# Exercise requirements
Copy each line containing the word "dead" from the records that follow, please.

Stored data entries
════════════════
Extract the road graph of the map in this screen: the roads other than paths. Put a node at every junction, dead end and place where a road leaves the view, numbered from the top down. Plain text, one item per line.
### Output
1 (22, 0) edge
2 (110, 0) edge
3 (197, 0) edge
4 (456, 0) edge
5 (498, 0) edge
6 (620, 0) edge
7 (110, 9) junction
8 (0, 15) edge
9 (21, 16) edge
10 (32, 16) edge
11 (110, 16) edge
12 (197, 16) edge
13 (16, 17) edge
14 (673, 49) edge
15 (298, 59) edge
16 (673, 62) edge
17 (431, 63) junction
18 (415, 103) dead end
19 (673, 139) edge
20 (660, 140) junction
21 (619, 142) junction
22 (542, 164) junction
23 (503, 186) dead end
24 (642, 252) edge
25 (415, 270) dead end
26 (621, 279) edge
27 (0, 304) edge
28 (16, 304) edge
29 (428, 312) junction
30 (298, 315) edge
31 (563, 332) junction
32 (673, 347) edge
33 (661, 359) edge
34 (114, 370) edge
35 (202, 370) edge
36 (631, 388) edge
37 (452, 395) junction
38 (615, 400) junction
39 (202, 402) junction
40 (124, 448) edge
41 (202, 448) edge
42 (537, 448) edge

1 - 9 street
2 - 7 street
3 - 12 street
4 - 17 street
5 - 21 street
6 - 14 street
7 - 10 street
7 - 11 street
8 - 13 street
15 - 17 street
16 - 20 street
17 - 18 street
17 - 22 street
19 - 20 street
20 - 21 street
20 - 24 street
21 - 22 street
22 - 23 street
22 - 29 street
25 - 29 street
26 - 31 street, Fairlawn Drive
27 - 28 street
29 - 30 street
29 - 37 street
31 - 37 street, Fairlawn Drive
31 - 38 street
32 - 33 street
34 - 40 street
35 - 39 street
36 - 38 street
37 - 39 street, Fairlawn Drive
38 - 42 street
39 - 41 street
════════════════
# Problem solution
Extract the road graph of the map in this screen: the roads other than paths. Put a node at every junction, dead end and place where a road leaves the view, numbered from the top down. Plain text, one item per line.
18 (415, 103) dead end
23 (503, 186) dead end
25 (415, 270) dead end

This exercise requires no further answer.